─── Given information ───

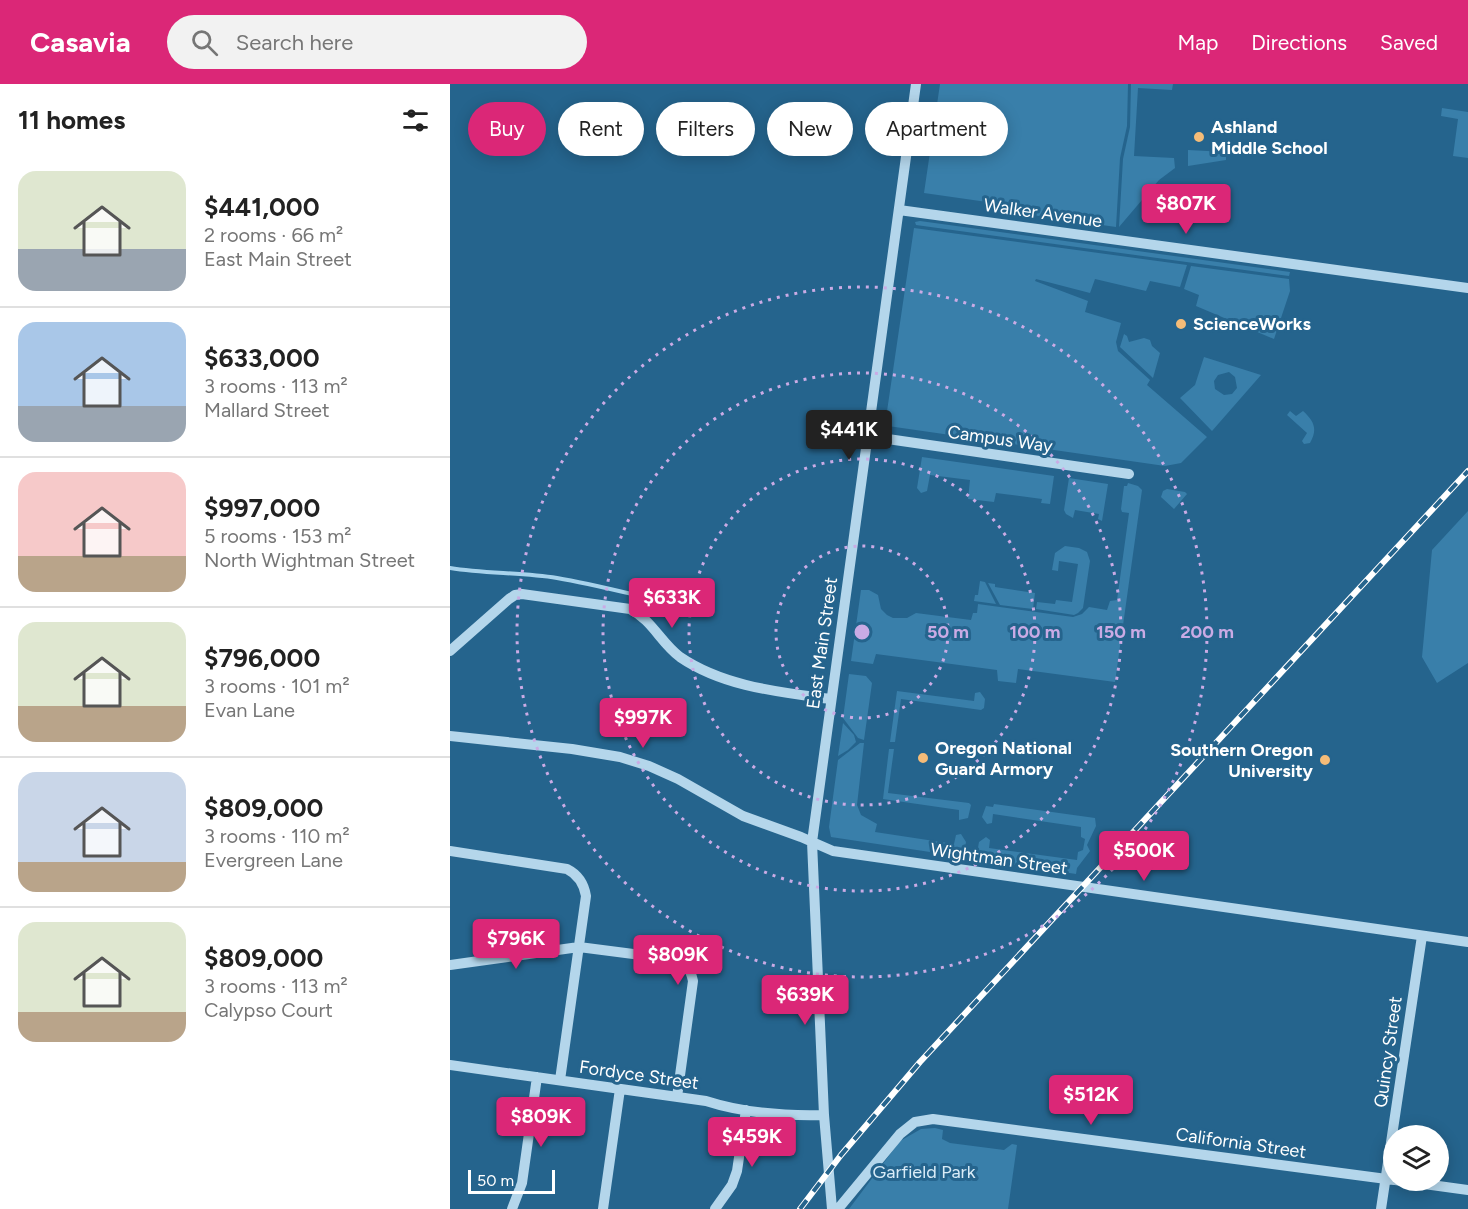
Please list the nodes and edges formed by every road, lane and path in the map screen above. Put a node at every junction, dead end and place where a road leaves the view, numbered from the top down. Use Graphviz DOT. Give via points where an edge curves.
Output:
graph roads {
  1 [pos="916,84"];
  2 [pos="899,210"];
  3 [pos="1468,288"];
  4 [pos="867,436"];
  5 [pos="1129,474"];
  6 [pos="450,651"];
  7 [pos="831,699"];
  8 [pos="450,736"];
  9 [pos="812,842"];
  10 [pos="450,851"];
  11 [pos="1422,936"];
  12 [pos="1468,942"];
  13 [pos="579,947"];
  14 [pos="450,965"];
  15 [pos="450,1065"];
  16 [pos="537,1077"];
  17 [pos="560,1080"];
  18 [pos="620,1089"];
  19 [pos="677,1097"];
  20 [pos="746,1110"];
  21 [pos="824,1115"];
  22 [pos="1398,1125"];
  23 [pos="1383,1179"];
  24 [pos="1449,1188"];
  25 [pos="1468,1190"];
  26 [pos="1387,1191"];
  27 [pos="512,1209"];
  28 [pos="603,1209"];
  29 [pos="715,1209"];
  30 [pos="832,1209"];
  31 [pos="837,1209"];
  32 [pos="1381,1209"];
  1 -- 2 [label="street, East Main Street"];
  2 -- 3 [label="street, Walker Avenue"];
  2 -- 4 [label="street, East Main Street"];
  4 -- 5 [label="street, Campus Way"];
  4 -- 7 [label="street, East Main Street"];
  6 -- 7 [label="street" via="515,595 522,594 630,609 643,617 679,656 696,666 750,686"];
  7 -- 9 [label="street, East Main Street"];
  8 -- 9 [label="street, Wightman Street" via="620,757 678,779 743,816"];
  9 -- 11 [label="street, Wightman Street" via="833,851"];
  9 -- 21 [label="street, East Main Street"];
  10 -- 13 [label="street" via="573,872 585,887 586,897"];
  11 -- 12 [label="street, Wightman Street"];
  11 -- 22 [label="street, Quincy Street"];
  13 -- 14 [label="street"];
  13 -- 17 [label="street"];
  13 -- 19 [label="street" via="672,958 691,970 693,981"];
  15 -- 16 [label="street, Fordyce Street"];
  16 -- 17 [label="street, Fordyce Street"];
  16 -- 27 [label="street" via="522,1183"];
  17 -- 18 [label="street, Fordyce Street"];
  18 -- 19 [label="street, Fordyce Street"];
  18 -- 28 [label="street"];
  19 -- 20 [label="street, Fordyce Street"];
  20 -- 21 [label="street, Fordyce Street"];
  20 -- 29 [label="street" via="737,1172"];
  21 -- 30 [label="street, East Main Street"];
  23 -- 31 [label="street, California Street" via="933,1119 915,1122 900,1134"];
  24 -- 25 [label="street, California Street"];
  26 -- 32 [label="street, Quincy Street"];
}
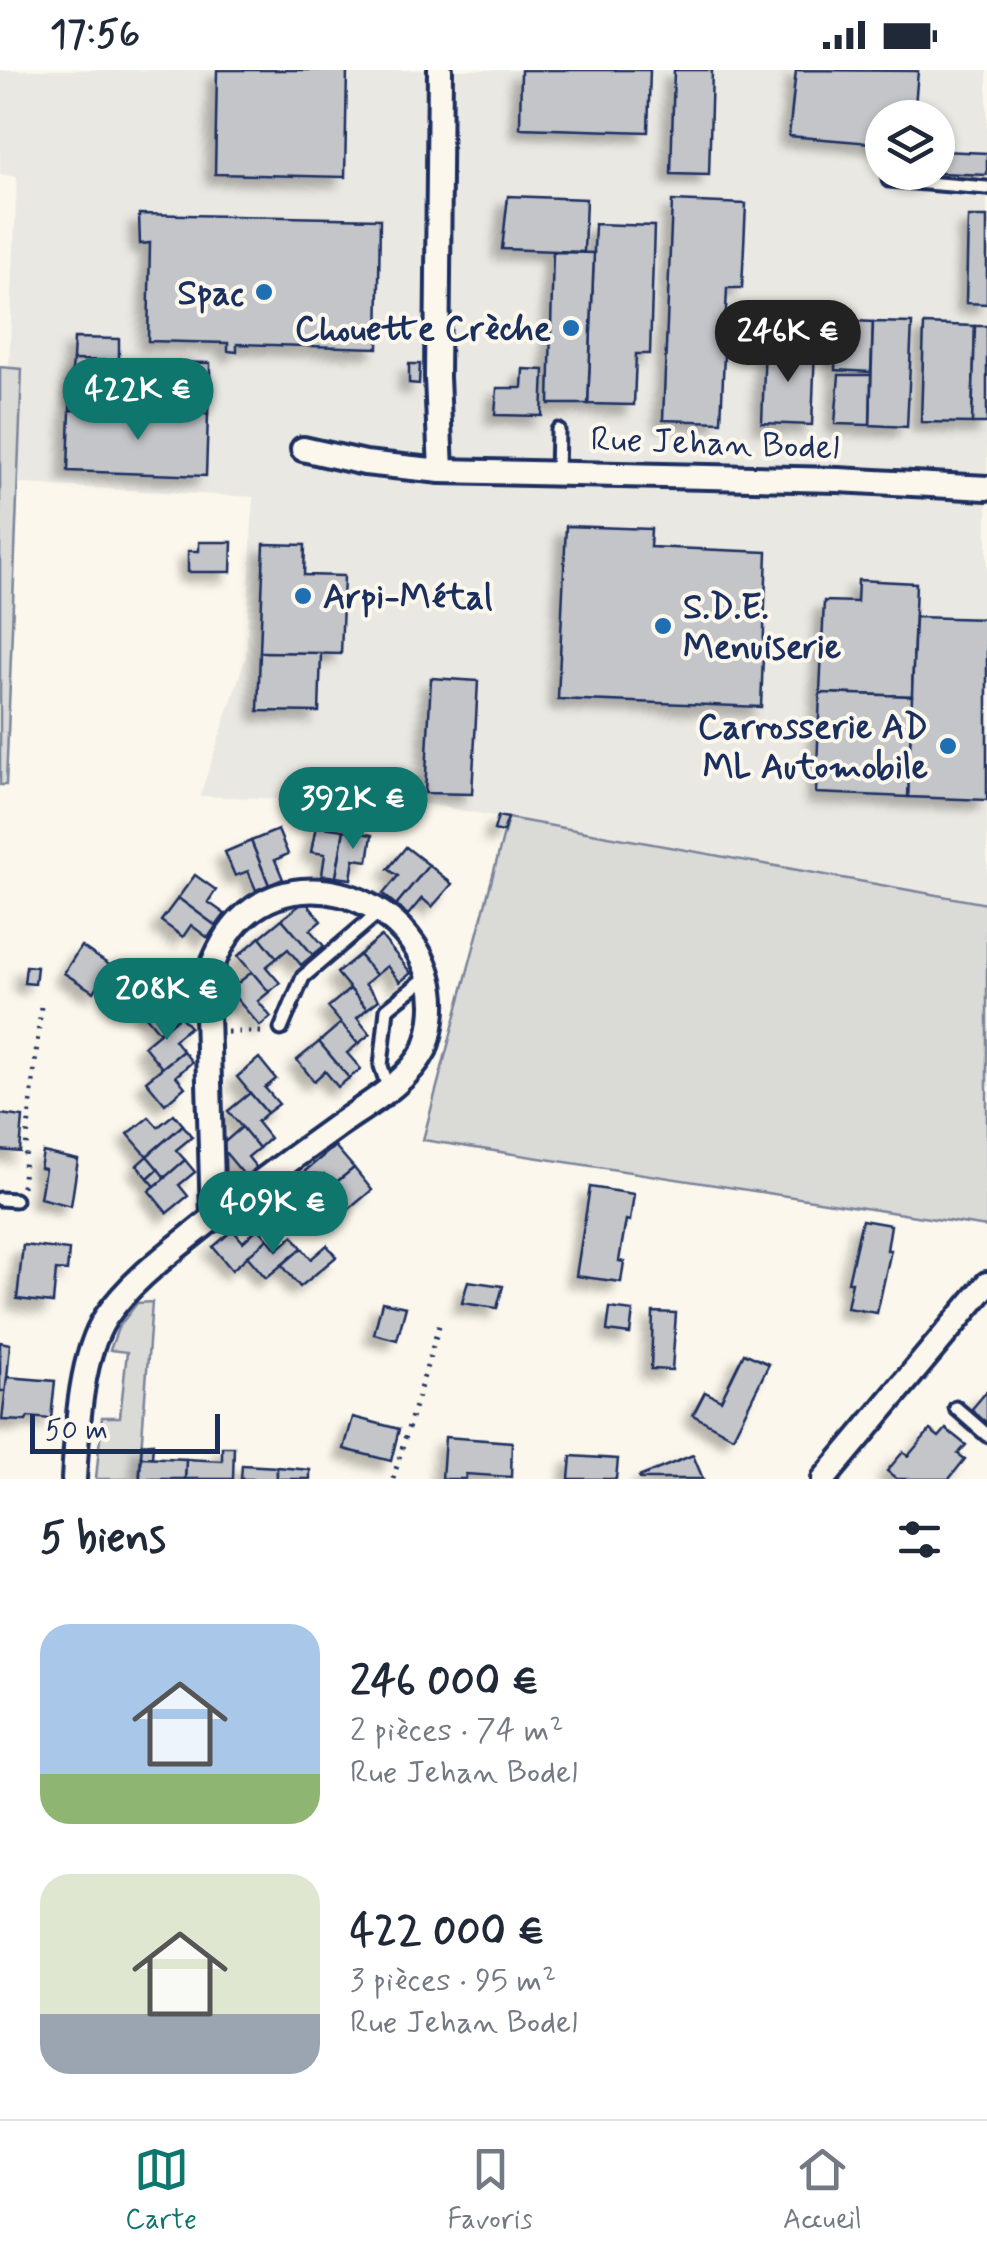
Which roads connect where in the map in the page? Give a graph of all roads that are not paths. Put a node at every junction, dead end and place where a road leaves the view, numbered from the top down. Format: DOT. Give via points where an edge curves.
graph roads {
  1 [pos="440,70"];
  2 [pos="955,185"];
  3 [pos="987,188"];
  4 [pos="558,430"];
  5 [pos="303,449"];
  6 [pos="441,471"];
  7 [pos="556,472"];
  8 [pos="987,488"];
  9 [pos="382,911"];
  10 [pos="428,976"];
  11 [pos="281,1028"];
  12 [pos="388,1088"];
  13 [pos="0,1198"];
  14 [pos="15,1200"];
  15 [pos="213,1217"];
  16 [pos="987,1284"];
  17 [pos="956,1408"];
  18 [pos="987,1435"];
  19 [pos="74,1479"];
  20 [pos="824,1479"];
  1 -- 6 [label="street"];
  2 -- 3 [label="lane"];
  4 -- 7 [label="lane"];
  5 -- 6 [label="street, Rue Jehan Bodel"];
  6 -- 7 [label="street, Rue Jehan Bodel"];
  7 -- 8 [label="street, Rue Jehan Bodel"];
  9 -- 10 [label="street" via="414,946"];
  9 -- 11 [label="lane" via="303,977"];
  9 -- 15 [label="street" via="326,888 297,890 240,920 218,950 206,981"];
  10 -- 12 [label="street" via="432,1020 425,1049"];
  10 -- 12 [label="lane" via="387,1009 382,1066"];
  12 -- 15 [label="street"];
  13 -- 14 [label="lane"];
  15 -- 19 [label="street" via="106,1316 88,1360"];
  16 -- 20 [label="street"];
  17 -- 18 [label="lane"];
}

───

Lines with "numbered" in them are what the answer must contain; copy each from the records above.

Please list the nodes and edges formed by every road, lane and path in the map screen above. Put a node at every junction, dead end and place where a road leaves the view, numbered from the top down. Use Graphviz DOT. Give via points where an edge curves.
Which roads connect where in the map in the page? Give a graph of all roads that are not paths. Put a node at every junction, dead end and place where a road leaves the view, numbered from the top down. Format: DOT. Give via points where an edge curves.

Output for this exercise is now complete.